Pour qui n’a pas vécu dans les pays miniers « la fièvre de l’or » peut paraître une image. Mais c’est une véritable frénésie, une maladie… Les millions sont là à portée de la main. Il ne s’agit que de les saisir, se les approprier… Armand Dubord monta dans le taxi, un « Ford » vénérable, presque sans vernis et aussi sans coussins.

Dans cet attirail sommaire, il traversa la ville…

Peu après, il s’engagea dans la campagne…

Partout, autour de lui, la nature présentait un spectacle de désolation… des forêts ravagées par le feu, seuls, des troncs d’arbres calcinés dont les uns, tendaient vers l’azur leurs branches décharnées, indiquaient l’existence antérieure.

Le tumulte de ses pensées l’empêchait de voir autour de lui. Il était replié en lui-même, essayant de démêler les sentiments qui l’oppressaient. Car c’était une véritable oppression physique.

Que dirait-il tantôt en la voyant ? Qu’éprouverait-il ?…

Il fut tiré de ses réflexions par le chauffeur qui lui dit :

— Voyez-vous le « shac » au bord du lac… C’est là que reste MacPherson.

Alors, il lui demanda, tardant d’entendre parler de celle qui incarna, à une période donnée, ses idéals et ses rêves…

— Est-ce qu’il demeure avec sa femme ?

— Oui monsieur.

— Quelle sorte de femme est-ce ?

Le chauffeur toussa un peu.

— Ah ! monsieur ! c’est une belle femme… mais vous savez ajouta-t-il, réticent, MacPherson, c’est un « rough »… on l’aime à la mine, on le craint bien plus…

— Est-elle heureuse avec lui ?

— Ça, on pourrait pas dire.
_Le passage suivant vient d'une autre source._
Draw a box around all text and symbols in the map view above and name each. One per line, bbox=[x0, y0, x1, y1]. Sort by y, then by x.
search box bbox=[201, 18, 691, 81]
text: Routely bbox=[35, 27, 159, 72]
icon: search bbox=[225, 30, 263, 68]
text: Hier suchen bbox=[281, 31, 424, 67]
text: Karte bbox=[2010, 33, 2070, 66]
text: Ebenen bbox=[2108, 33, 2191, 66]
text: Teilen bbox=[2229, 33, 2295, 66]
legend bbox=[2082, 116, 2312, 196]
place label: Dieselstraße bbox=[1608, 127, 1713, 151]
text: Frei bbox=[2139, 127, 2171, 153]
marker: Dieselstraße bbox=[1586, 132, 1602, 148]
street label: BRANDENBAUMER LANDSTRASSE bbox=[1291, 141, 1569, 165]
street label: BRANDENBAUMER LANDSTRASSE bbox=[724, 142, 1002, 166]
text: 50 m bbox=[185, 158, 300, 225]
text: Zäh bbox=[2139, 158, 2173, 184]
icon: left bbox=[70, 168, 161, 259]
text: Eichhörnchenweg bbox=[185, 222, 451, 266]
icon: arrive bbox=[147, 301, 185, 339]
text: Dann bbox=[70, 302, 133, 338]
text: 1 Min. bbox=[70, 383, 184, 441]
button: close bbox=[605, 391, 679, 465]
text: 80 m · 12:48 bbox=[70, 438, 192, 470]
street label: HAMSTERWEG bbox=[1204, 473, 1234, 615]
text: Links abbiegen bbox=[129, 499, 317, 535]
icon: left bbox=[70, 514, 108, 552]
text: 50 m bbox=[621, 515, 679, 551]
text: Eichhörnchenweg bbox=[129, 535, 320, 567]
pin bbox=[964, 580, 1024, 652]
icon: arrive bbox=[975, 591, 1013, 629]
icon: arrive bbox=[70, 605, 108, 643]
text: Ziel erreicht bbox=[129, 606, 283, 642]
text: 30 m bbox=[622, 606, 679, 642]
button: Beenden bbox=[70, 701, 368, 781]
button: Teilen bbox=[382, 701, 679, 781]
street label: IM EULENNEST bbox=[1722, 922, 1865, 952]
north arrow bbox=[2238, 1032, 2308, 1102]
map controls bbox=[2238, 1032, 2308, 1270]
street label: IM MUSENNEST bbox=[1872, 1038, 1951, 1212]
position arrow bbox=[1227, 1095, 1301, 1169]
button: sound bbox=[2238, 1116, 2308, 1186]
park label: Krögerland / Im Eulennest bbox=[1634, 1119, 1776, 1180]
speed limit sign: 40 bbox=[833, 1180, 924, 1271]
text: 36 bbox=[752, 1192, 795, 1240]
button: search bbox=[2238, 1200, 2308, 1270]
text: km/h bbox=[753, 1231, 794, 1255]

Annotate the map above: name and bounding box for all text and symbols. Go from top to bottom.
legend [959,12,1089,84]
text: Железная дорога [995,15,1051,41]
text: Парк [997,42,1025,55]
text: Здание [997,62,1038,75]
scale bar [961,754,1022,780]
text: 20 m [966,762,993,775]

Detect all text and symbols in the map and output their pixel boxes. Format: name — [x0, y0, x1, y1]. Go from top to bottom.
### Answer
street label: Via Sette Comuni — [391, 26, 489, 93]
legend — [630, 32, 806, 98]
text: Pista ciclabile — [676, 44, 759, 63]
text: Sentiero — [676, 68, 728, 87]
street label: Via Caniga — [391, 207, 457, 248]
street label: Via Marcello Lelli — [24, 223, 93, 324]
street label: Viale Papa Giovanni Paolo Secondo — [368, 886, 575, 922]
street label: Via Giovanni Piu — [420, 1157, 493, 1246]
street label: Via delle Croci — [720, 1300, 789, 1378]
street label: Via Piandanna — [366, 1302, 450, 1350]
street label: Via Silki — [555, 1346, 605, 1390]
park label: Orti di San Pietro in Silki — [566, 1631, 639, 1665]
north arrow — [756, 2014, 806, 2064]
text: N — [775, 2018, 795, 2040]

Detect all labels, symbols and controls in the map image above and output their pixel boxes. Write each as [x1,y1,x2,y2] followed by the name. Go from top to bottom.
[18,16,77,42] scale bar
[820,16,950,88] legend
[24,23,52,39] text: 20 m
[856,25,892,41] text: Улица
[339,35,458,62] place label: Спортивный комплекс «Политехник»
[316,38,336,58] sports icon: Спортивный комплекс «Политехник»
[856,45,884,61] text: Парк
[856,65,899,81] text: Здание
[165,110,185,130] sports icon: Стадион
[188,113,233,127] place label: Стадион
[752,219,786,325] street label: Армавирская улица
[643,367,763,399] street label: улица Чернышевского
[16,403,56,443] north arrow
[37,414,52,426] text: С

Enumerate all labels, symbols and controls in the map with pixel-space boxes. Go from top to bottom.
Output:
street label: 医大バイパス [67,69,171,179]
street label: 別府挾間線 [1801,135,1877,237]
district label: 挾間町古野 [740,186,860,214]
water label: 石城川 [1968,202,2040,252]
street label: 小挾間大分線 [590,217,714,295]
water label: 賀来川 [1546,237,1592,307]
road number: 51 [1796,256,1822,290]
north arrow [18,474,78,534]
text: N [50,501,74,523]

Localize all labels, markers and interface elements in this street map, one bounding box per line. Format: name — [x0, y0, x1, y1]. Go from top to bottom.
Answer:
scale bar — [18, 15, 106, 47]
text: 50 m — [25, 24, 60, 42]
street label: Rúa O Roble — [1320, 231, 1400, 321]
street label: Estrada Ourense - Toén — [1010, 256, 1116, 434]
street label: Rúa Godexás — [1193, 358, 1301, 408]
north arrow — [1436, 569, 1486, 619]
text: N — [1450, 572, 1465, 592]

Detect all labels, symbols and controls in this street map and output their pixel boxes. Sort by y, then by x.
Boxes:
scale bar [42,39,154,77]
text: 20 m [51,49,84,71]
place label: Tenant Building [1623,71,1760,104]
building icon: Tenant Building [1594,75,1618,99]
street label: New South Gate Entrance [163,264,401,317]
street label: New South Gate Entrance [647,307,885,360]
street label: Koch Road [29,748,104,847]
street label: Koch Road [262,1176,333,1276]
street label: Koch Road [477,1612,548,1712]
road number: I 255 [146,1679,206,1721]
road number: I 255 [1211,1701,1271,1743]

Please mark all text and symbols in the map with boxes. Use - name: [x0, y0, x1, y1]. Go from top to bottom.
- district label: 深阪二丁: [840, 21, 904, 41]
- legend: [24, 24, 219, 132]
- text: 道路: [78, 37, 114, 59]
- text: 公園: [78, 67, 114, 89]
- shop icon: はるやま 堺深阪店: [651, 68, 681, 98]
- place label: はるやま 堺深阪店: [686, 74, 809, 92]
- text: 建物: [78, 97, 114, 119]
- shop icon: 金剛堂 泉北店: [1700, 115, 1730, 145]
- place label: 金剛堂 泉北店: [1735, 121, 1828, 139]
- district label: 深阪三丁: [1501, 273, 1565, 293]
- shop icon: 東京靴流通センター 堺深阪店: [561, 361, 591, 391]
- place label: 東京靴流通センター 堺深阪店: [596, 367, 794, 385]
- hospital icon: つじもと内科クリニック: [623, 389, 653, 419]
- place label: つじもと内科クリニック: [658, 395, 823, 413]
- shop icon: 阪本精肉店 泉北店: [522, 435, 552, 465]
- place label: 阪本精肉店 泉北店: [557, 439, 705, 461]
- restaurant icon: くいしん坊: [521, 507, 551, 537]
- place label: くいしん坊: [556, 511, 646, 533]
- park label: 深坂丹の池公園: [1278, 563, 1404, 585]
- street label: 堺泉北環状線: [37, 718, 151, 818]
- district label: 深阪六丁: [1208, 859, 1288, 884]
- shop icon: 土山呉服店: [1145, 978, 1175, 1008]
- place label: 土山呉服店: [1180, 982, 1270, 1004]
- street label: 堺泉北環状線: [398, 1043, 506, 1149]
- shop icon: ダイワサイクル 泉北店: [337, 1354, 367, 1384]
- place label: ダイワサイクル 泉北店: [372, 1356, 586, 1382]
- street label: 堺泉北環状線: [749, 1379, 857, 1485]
La pauvre créature a l’air malade, toujours triste. Elle n’a pas de couleurs… on sait pas ce qui se passe ; ils ne sortent jamais. Puis, lui, c’est un homme qui ne parle pas… Il conduit bien sa besogne ; et c’est tout…

L’auto s’engagea dans l’allée étroite qui conduisait au chalet.

Le cœur de l’avocat battait bien fort, si fort, qu’il dut, de sa main appuyée sur la poitrine, en comprimer les battements.

L’auto stoppa. Il solda la course, et anxieux, il gravit les quatre marches du perron, frappa à la porte, et attendit quelques secondes.

Étaient-ce bien des secondes ou des heures ?

Une main tourna la poignée.

Il tremblait. Tout son sang reflua au cerveau…

La porte s’ouvrit…

Il dut se soutenir pour ne pas tomber tant son trouble était grand.

Madeleine devint pâle, excessivement pâle, et cela accentua le hâle de ses yeux.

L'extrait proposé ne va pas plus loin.